● YOUR TASK:
Set down each record below exactly as it stands. Pictures are not part of the copy.

[[ MATERIAL FOR THE TASK, beginning ]]

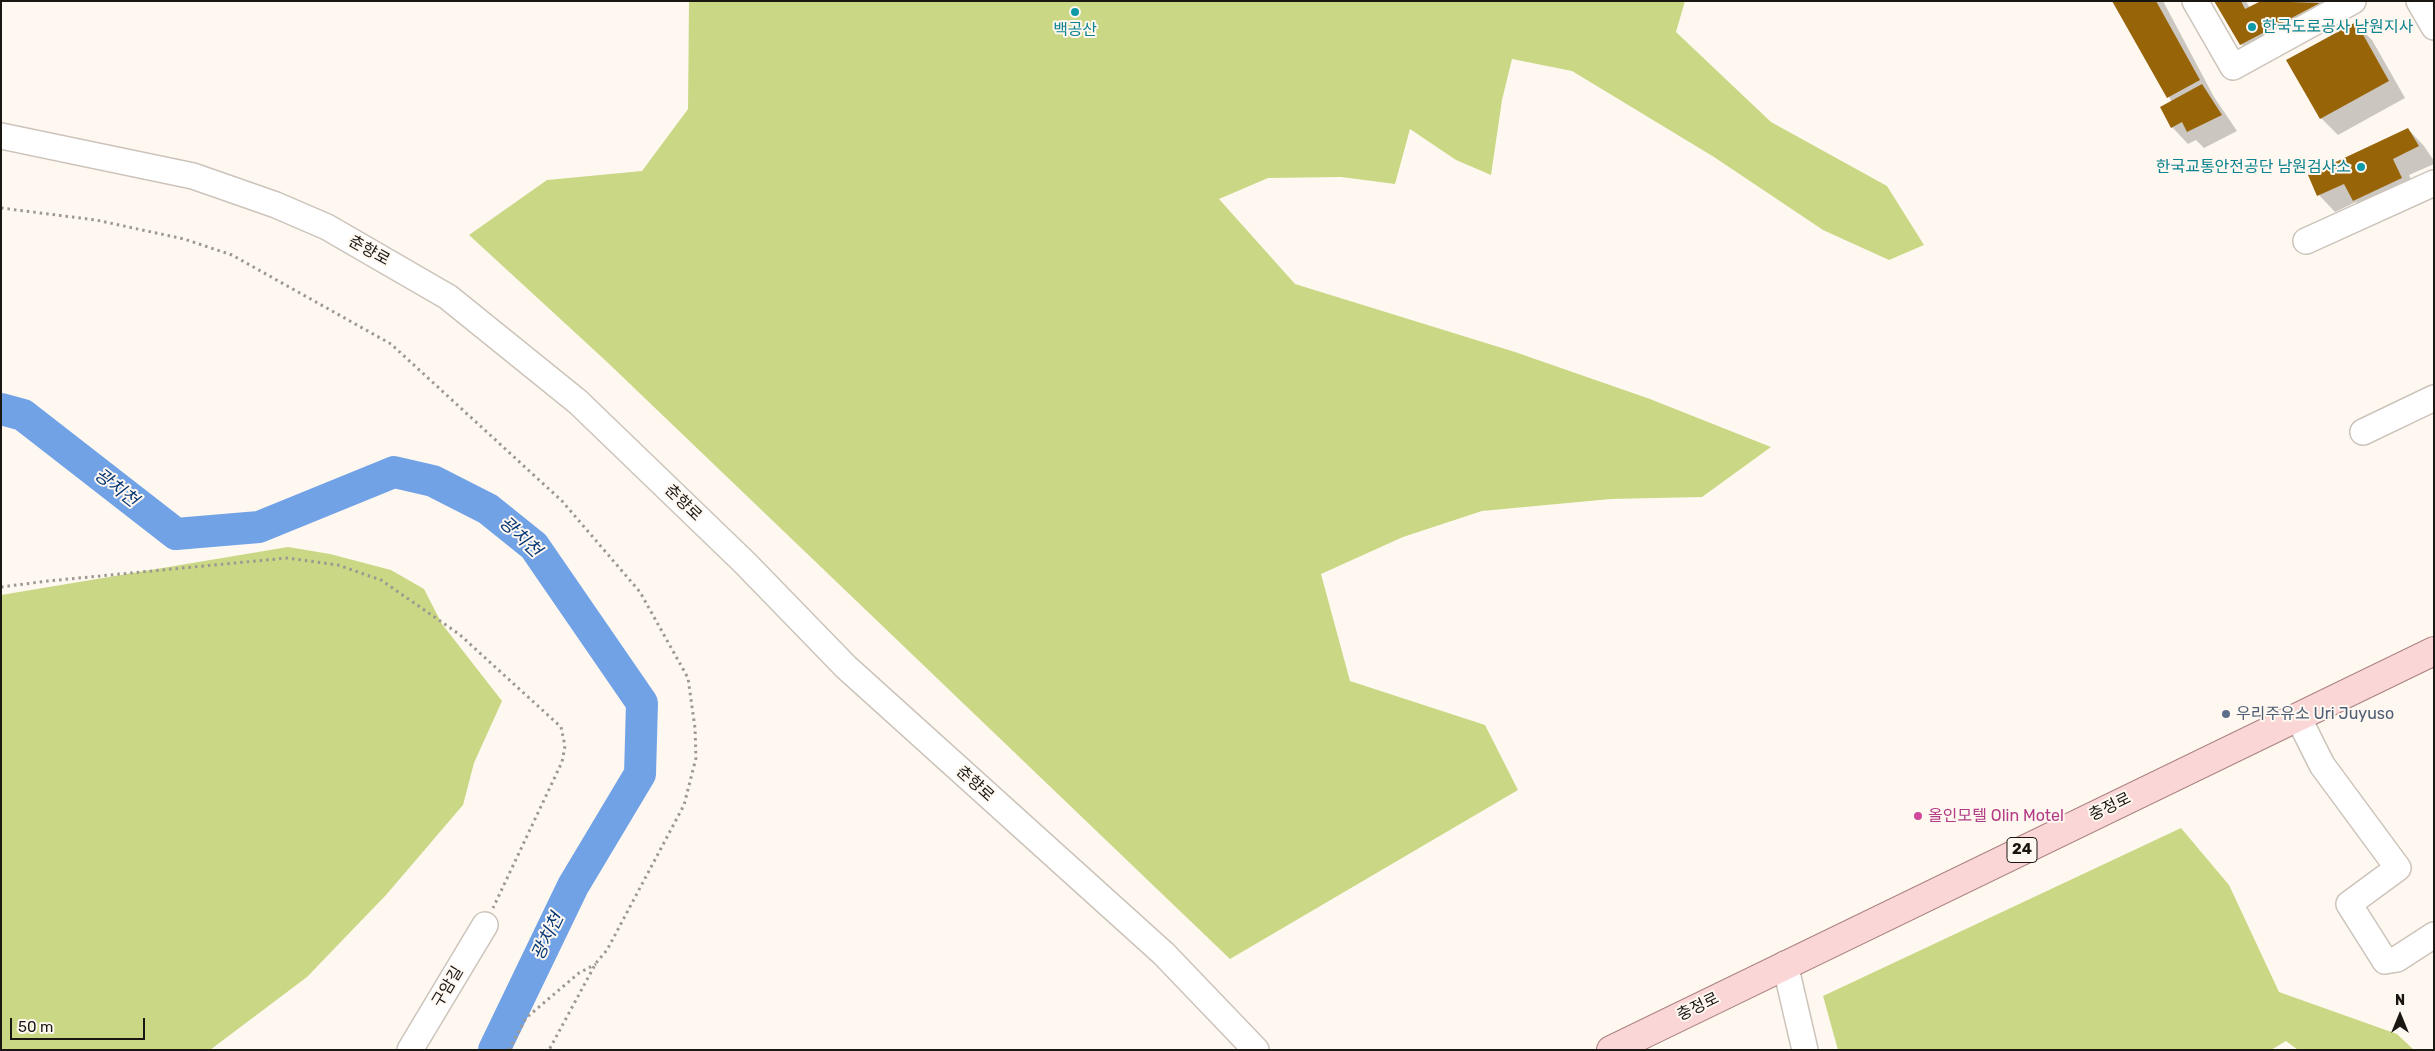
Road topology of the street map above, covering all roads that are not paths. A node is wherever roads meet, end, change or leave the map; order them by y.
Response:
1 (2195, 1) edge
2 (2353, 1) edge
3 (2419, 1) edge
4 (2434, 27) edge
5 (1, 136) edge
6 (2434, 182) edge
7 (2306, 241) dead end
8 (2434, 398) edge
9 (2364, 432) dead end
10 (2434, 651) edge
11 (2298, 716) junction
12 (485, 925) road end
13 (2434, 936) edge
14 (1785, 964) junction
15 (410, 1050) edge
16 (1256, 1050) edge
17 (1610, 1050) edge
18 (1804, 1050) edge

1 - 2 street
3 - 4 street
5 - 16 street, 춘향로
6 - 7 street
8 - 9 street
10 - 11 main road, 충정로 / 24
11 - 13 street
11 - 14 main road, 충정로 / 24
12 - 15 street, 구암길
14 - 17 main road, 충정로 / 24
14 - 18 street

[[ MATERIAL FOR THE TASK, end ]]

● EXERCISE SOLUTION:
Road topology of the street map above, covering all roads that are not paths. A node is wherever roads meet, end, change or leave the map; order them by y.
Response:
1 (2195, 1) edge
2 (2353, 1) edge
3 (2419, 1) edge
4 (2434, 27) edge
5 (1, 136) edge
6 (2434, 182) edge
7 (2306, 241) dead end
8 (2434, 398) edge
9 (2364, 432) dead end
10 (2434, 651) edge
11 (2298, 716) junction
12 (485, 925) road end
13 (2434, 936) edge
14 (1785, 964) junction
15 (410, 1050) edge
16 (1256, 1050) edge
17 (1610, 1050) edge
18 (1804, 1050) edge

1 - 2 street
3 - 4 street
5 - 16 street, 춘향로
6 - 7 street
8 - 9 street
10 - 11 main road, 충정로 / 24
11 - 13 street
11 - 14 main road, 충정로 / 24
12 - 15 street, 구암길
14 - 17 main road, 충정로 / 24
14 - 18 street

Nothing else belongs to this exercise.